That includes the 2020-21 league MVP, a second-round draft pick from 2014.

So with the 2021 draft coming up, we decided to take a look at the biggest steal from each draft this century, starting in 2001.

For this exercise, we take into account overall player careers and not just how well they played for the team that drafted them.

Let’s jump right in.

2001: Tony Parker (No. 28 pick)

Career earnings: $168,282,460 Career stats: 15.5 ppg, 2.7 rpg, 5.6 apg and 32.4 3P% in 18 seasons Players drafted right ahead of him: Raul Lopez, Gerald Wallace, Samuel Dalembert and Jamaal Tinsley Tony Parker was drafted late in the first round of 2001 and wound up winning four championships with the team who took him, the Spurs, took home a Finals MVP and made six All-Star and four All-NBA teams. Parker almost started the trend of late-draft steals for San Antonio during their run of excellence of the 2000s and 2010s. The French ball-handler started at point guard for the Spurs by the fifth game of his rookie year as a 19-year-old, which was almost unheard of in the early 2000s and is even pretty rare to this day, especially for lead guards. The 2001 draft had other steals besides Parker, including Gilbert Arenas (No. 31 overall pick) and Mehmet Okur (No. 38).

2002: Carlos Boozer (No. 35 pick)

Career earnings: $143,475,590 Career stats: 16.2 ppg, 9.5 rpg, 2.2 apg and 52.1 FG% in 13 seasons Players drafted right ahead of him: Roger Mason, Robert Archibald, Vincent Yarbrough and Dan Gadzuric Carlos Boozer may not have had the championship accolades of Parker, but he did enjoy an impressive 13-year career that saw him make two All-Star teams and a 3rd Team All-NBA while averaging nearly a triple-double during his playing days. Boozer also won gold as a member of the 2008 USA Olympic ‘Redeem Team’. In his heyday, Boozer was a stud offensively at power forward, with one of the nicest face-up games for any big men of his era and a reliable mid-range jumper. Boozer wound up by far the best Duke player drafted in 2002, which is impressive considering the prestigious university had two players taken in the Top 3 picks that year in Jay Williams and Mike Dunleavy. It’s an interesting thought exercise to consider what might have happened with Boozer’s career in an alternate universe where he doesn’t back out of a deal with the Cavaliers early in his career and remains LeBron James’ sidekick throughout the mid-2000s. That could have been a lethal 1-2 duo. Other players who could be considered steals from this draft class are Amare Stoudemire, who ended up being the best player in the draft class but fell to the No. 9 pick, as well as Luis Scola (No. 56 pick) and Tayshaun Prince (No. 23).

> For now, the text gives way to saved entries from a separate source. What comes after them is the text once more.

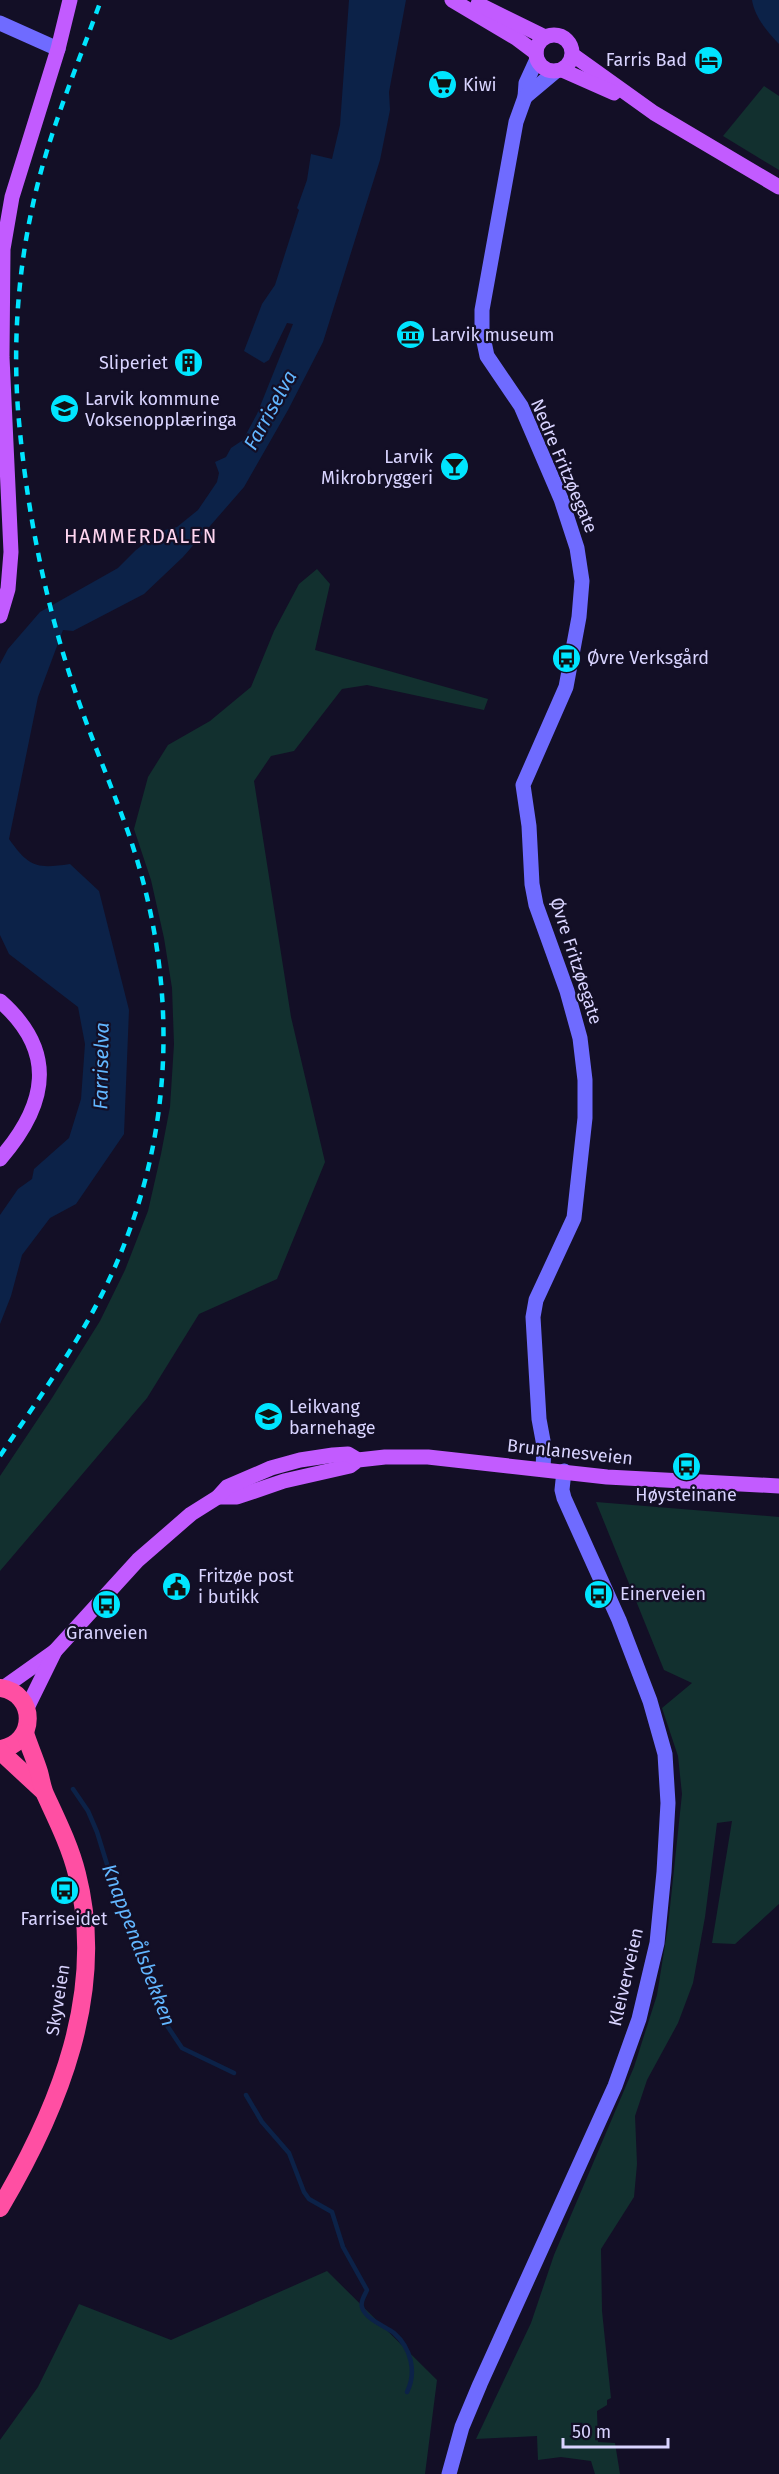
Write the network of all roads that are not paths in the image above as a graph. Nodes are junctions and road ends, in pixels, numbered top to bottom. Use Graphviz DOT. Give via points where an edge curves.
graph roads {
  1 [pos="70,0"];
  2 [pos="77,0"];
  3 [pos="452,0"];
  4 [pos="469,0"];
  5 [pos="0,22"];
  6 [pos="545,37"];
  7 [pos="58,49"];
  8 [pos="573,55"];
  9 [pos="536,56"];
  10 [pos="559,70"];
  11 [pos="525,97"];
  12 [pos="654,112"];
  13 [pos="779,187"];
  14 [pos="0,616"];
  15 [pos="554,716"];
  16 [pos="0,1001"];
  17 [pos="0,1159"];
  18 [pos="543,1469"];
  19 [pos="564,1472"];
  20 [pos="779,1486"];
  21 [pos="55,1651"];
  22 [pos="2,1688"];
  23 [pos="27,1708"];
  24 [pos="25,1733"];
  25 [pos="0,1750"];
  26 [pos="44,1791"];
  27 [pos="0,2208"];
  28 [pos="449,2474"];
  1 -- 7 [label="main road"];
  2 -- 7 [label="main road"];
  3 -- 9 [label="main road" via="516,38"];
  4 -- 6 [label="main road"];
  5 -- 7 [label="main road"];
  6 -- 8 [label="main road" via="564,38"];
  6 -- 9 [label="main road"];
  7 -- 14 [label="main road" via="12,197 3,249 2,357 11,552 8,589"];
  8 -- 10 [label="main road"];
  8 -- 12 [label="main road"];
  9 -- 10 [label="main road" via="545,69"];
  9 -- 11 [label="main road, Nedre Fritzøegate" via="525,83"];
  10 -- 11 [label="main road"];
  10 -- 12 [label="main road"];
  11 -- 15 [label="main road, Nedre Fritzøegate" via="510,154 482,310 482,332 487,356 520,406 578,548 581,609 566,687"];
  12 -- 13 [label="main road"];
  15 -- 18 [label="main road, Øvre Fritzøegate" via="523,785 536,905 581,1041 585,1118 574,1218 536,1300 533,1317"];
  16 -- 17 [label="main road" via="27,1031 39,1057 40,1076 38,1097 29,1119"];
  18 -- 19 [label="main road, Brunlanesveien"];
  18 -- 21 [label="main road, Brunlanesveien" via="428,1457 358,1460 348,1454 294,1462 240,1480 147,1551"];
  19 -- 20 [label="main road, Brunlanesveien"];
  19 -- 28 [label="main road, Kleiverveien" via="564,1498 619,1620 650,1701 665,1754 667,1828 657,1943 639,2019 615,2086 480,2384 462,2427"];
  21 -- 22 [label="main road, Brunlanesveien"];
  21 -- 23 [label="main road, Brunlanesveien"];
  22 -- 23 [label="highway" via="20,1697"];
  23 -- 24 [label="highway"];
  24 -- 25 [label="highway" via="16,1743"];
  24 -- 26 [label="highway, Skyveien"];
  25 -- 26 [label="highway, Skyveien"];
  26 -- 27 [label="highway, Skyveien" via="68,1845 81,1891 85,1986 76,2034 59,2088"];
}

2003: Kyle Korver (No. 51 pick)

Career earnings: $83,721,338 Career stats: 9.7 ppg, 3.0 rpg, 1.7 apg and 42.9 3PT% in 17 seasons Players drafted right ahead of him: Mo Williams, James Lang, James Jones and Paccelis Morlende His career stats may not stand out as much as other players on this list, but Kyle Korver will go down as one of the greatest outside shooters in league history, and did so despite nearly going undrafted. Korver currently ranks fourth all-time in three-pointers made with 2,450, despite playing in an era nowhere near as three-point friendly as today’s NBA. What’s more, Korver even has one All-Star nod under his belt even without ever having averaged more than 14.4 points in a season. Korver wound up being a massive steal in the 2003 draft class, which is considered by many to be one of the two or three greatest of all time. He may not have had an amazing peak but he was a quality shooter for contenders for a very long time. Compared to other picks before and after him, you see how much value Korver produced out of that spot. Just for comparison, the 2002 No. 51 pick, Federico Kammerichs, never played a second in the NBA. And the 51st pick of the 2004 draft, Christian Drejer, likewise never saw a minute of NBA action. Korver wasn’t the only steal in 2003, however, as we would be remiss not to mention Mo Williams (No. 47 pick) as a steal from that year.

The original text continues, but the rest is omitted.